== Segment start ==

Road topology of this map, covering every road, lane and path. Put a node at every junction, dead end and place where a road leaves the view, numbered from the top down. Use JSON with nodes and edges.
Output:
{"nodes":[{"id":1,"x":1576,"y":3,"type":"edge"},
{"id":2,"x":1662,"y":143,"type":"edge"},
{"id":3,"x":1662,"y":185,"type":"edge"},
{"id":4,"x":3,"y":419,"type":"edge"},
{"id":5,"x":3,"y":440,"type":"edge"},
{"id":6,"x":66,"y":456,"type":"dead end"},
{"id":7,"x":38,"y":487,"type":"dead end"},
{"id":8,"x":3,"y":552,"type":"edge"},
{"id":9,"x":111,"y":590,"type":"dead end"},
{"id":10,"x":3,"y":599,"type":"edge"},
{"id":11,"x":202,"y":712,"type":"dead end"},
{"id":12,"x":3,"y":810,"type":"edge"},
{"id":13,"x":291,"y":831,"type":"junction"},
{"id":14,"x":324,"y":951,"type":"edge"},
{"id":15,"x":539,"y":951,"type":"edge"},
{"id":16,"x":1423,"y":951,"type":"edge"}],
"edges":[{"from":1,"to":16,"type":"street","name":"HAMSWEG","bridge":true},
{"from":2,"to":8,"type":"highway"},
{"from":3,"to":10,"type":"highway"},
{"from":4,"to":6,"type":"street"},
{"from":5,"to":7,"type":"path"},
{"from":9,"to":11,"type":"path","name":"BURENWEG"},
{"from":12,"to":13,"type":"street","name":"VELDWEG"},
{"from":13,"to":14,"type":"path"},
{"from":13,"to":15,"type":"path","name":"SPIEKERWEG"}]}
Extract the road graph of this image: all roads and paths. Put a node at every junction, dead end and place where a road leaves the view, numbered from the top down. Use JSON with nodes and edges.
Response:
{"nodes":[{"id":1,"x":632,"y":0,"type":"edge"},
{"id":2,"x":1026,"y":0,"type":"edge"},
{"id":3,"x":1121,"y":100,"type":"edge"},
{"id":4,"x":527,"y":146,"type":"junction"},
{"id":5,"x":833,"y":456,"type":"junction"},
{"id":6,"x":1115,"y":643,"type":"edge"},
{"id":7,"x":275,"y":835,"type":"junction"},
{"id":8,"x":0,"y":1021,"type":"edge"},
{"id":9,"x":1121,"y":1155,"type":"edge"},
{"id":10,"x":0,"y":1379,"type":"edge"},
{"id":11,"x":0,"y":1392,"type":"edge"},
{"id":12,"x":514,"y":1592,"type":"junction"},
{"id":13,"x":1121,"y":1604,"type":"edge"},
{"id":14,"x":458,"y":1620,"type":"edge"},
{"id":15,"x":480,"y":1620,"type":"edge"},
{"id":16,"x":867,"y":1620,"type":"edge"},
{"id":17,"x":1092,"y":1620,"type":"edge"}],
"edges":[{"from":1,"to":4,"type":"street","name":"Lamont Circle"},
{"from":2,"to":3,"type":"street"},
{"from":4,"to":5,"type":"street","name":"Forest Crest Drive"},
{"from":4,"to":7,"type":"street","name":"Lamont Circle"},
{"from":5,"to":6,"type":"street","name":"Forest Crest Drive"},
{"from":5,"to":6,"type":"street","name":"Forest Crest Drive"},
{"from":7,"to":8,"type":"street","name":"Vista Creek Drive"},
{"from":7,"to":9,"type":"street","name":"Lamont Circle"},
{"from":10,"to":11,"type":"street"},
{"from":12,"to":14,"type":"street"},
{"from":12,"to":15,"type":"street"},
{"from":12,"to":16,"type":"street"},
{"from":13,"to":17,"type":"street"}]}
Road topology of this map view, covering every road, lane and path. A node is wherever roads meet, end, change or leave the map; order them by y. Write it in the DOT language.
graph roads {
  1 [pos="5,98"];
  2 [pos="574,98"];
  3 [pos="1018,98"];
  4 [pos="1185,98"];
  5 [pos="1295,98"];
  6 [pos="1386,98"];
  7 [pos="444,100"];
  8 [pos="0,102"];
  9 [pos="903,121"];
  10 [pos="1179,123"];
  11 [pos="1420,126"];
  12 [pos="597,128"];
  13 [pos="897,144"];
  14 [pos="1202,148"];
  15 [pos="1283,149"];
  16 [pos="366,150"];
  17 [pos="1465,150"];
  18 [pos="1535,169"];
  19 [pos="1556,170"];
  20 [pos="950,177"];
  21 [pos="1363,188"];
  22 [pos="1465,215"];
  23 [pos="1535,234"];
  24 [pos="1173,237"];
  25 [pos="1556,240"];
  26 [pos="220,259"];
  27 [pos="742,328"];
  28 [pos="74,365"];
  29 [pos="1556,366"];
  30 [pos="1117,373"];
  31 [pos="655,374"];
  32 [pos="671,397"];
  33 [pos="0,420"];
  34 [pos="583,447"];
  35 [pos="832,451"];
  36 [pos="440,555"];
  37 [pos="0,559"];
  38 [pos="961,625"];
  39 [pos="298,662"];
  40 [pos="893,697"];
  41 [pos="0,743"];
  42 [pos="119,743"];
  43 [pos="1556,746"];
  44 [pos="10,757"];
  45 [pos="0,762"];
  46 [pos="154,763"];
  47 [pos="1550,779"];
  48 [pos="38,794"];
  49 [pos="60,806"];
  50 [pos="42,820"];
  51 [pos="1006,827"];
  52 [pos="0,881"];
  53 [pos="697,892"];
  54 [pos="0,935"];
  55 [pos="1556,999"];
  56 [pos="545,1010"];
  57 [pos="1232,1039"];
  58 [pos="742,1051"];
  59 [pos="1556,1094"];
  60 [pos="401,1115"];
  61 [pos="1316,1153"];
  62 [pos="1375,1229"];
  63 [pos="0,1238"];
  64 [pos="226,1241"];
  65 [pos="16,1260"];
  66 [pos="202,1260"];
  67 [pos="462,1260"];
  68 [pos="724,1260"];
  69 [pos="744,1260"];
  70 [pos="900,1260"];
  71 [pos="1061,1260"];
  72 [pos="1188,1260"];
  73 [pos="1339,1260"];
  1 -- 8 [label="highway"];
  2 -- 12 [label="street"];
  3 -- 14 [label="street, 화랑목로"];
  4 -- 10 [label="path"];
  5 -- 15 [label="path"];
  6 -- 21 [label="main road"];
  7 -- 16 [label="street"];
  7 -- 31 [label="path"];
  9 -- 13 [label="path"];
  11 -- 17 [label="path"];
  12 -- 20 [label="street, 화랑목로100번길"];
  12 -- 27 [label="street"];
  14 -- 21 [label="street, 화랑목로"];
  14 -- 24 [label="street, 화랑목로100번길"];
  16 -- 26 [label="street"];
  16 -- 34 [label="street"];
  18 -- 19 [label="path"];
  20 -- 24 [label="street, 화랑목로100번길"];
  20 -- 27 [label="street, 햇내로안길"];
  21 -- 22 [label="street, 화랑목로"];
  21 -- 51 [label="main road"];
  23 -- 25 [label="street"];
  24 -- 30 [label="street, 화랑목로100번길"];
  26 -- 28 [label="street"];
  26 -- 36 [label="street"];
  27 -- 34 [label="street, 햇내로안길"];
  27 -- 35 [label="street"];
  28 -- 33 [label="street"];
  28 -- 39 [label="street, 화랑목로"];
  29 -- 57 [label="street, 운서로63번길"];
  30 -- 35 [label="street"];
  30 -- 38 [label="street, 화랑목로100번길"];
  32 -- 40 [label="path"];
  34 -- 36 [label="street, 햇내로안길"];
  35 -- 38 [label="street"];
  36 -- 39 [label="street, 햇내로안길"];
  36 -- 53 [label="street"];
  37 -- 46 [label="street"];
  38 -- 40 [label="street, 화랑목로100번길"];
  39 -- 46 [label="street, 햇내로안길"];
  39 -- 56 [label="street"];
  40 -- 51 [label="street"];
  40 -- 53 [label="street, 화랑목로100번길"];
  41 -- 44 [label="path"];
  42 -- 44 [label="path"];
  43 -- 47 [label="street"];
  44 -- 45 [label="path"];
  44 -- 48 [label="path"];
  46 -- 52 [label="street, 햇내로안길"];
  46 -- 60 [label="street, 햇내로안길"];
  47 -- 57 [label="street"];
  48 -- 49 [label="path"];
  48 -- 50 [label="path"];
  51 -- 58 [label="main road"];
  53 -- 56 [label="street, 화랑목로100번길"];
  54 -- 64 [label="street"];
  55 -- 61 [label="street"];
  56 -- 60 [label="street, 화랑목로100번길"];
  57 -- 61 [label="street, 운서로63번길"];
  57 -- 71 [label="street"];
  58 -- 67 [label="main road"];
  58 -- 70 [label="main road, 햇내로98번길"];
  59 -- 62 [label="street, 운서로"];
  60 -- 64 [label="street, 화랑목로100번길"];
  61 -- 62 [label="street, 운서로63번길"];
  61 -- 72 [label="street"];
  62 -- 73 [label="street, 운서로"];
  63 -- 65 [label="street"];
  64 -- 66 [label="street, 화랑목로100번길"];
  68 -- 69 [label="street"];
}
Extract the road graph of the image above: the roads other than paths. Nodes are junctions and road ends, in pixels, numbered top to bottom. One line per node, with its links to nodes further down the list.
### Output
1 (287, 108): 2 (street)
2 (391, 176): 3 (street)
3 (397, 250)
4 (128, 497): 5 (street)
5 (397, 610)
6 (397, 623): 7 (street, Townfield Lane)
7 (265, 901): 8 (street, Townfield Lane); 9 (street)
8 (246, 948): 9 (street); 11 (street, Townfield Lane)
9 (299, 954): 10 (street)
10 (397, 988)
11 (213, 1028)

== Segment end ==

■ ABOUT THIS TASK ■
Look over the records above and say how many lines hold the word "햇내로안길", giving the number alone.

■ RESPONSE BELOW ■
7